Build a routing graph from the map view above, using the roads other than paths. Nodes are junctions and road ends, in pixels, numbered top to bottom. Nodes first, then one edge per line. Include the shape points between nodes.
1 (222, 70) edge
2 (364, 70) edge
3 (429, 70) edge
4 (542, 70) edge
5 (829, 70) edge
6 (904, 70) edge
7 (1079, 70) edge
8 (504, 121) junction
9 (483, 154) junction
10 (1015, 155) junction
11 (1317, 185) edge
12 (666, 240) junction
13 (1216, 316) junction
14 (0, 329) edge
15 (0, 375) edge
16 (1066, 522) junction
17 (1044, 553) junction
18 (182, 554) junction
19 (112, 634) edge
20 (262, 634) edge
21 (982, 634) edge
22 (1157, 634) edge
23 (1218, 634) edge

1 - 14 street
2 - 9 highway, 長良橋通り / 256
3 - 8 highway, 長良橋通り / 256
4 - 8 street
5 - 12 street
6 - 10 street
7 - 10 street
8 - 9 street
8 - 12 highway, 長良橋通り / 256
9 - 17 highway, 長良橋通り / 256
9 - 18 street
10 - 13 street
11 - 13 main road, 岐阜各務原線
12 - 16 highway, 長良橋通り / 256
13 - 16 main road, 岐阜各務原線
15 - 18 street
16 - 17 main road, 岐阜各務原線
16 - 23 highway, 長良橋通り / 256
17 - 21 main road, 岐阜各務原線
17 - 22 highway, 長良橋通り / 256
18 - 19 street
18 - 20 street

◆ ◆ ◆

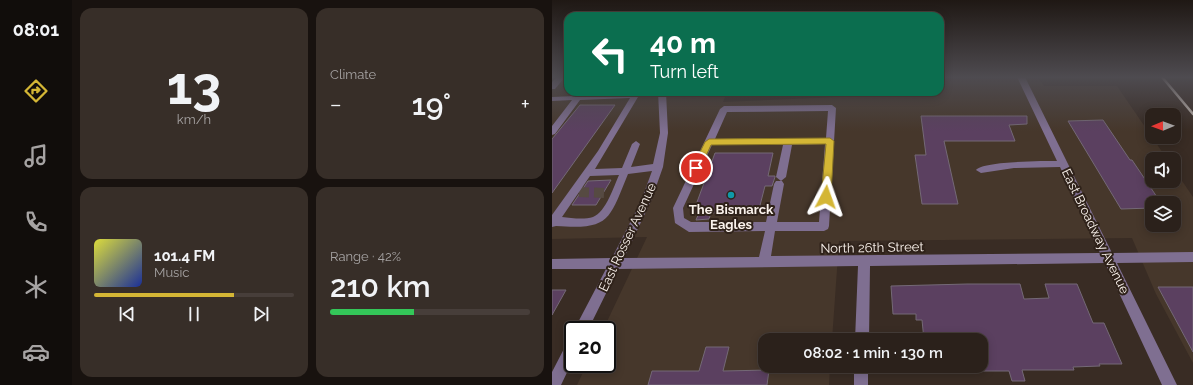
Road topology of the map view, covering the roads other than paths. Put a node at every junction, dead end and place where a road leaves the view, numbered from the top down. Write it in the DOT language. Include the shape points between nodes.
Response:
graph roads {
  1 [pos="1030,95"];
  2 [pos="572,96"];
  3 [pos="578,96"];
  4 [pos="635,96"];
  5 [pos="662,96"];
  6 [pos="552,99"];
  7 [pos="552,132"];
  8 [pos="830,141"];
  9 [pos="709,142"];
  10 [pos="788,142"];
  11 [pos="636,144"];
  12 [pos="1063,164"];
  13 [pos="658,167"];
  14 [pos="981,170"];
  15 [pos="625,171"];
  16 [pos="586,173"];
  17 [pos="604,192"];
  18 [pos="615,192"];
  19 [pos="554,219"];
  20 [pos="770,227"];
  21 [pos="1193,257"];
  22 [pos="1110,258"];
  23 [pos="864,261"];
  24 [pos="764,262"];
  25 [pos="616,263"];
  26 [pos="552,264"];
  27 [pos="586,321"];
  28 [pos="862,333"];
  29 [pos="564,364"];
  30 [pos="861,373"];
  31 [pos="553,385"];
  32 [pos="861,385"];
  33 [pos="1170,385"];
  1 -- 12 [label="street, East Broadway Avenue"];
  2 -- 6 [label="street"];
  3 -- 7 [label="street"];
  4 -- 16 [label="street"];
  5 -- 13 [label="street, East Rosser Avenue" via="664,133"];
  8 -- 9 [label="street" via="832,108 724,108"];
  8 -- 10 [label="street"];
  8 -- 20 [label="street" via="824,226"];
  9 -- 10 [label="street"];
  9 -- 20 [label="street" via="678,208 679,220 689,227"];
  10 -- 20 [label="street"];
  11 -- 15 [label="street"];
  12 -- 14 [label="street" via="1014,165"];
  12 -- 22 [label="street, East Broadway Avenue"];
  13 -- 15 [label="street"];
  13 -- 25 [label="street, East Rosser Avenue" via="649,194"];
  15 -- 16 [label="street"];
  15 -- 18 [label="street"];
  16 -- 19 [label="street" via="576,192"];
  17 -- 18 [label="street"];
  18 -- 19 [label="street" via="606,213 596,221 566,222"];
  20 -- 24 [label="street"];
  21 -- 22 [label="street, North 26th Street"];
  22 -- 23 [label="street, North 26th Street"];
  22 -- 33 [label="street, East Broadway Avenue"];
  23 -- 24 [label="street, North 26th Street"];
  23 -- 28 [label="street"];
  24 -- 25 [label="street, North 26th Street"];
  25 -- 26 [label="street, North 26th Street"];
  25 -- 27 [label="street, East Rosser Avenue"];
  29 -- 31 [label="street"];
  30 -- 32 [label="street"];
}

◆ ◆ ◆

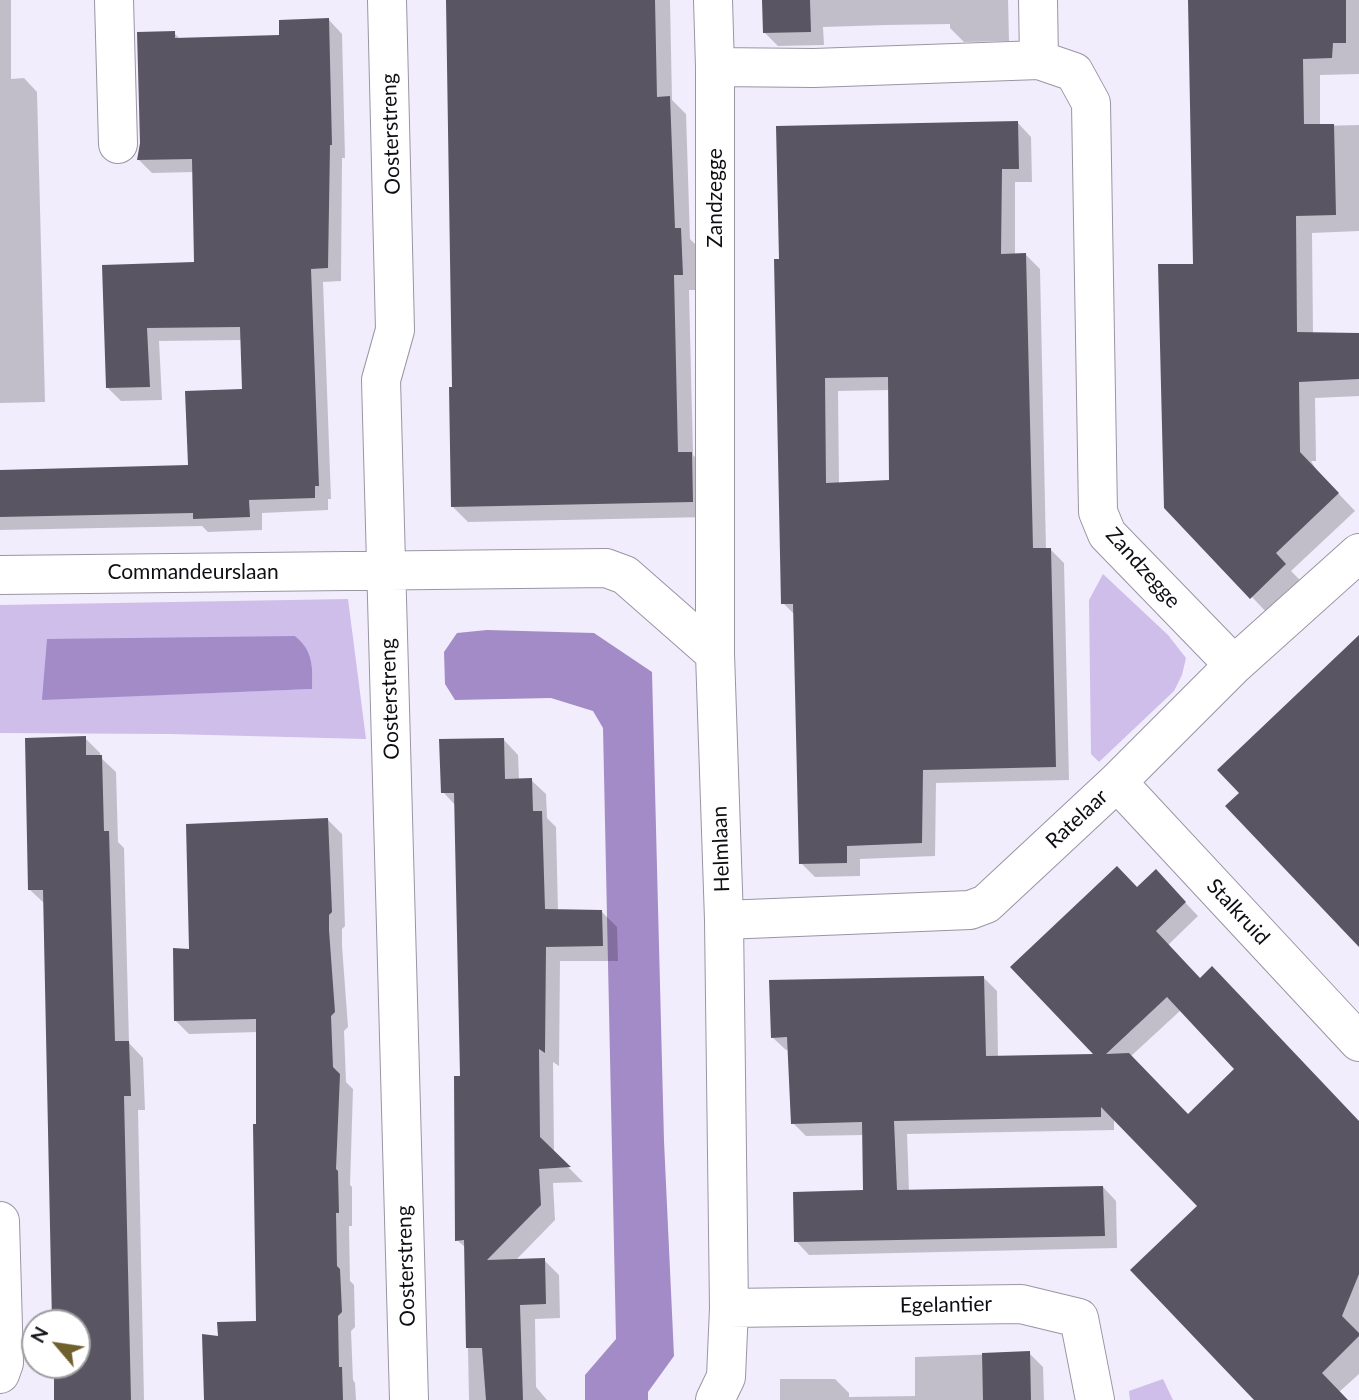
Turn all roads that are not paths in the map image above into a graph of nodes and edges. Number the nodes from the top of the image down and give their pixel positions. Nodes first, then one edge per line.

◆ ◆ ◆

**What the task requires**
Copy out each line from the listing that contains the string "down".

**Response**
Road topology of the map view, covering the roads other than paths. Put a node at every junction, dead end and place where a road leaves the view, numbered from the top down. Write it in the DOT language. Include the shape points between nodes.
Turn all roads that are not paths in the map image above into a graph of nodes and edges. Number the nodes from the top of the image down and give their pixel positions. Nodes first, then one edge per line.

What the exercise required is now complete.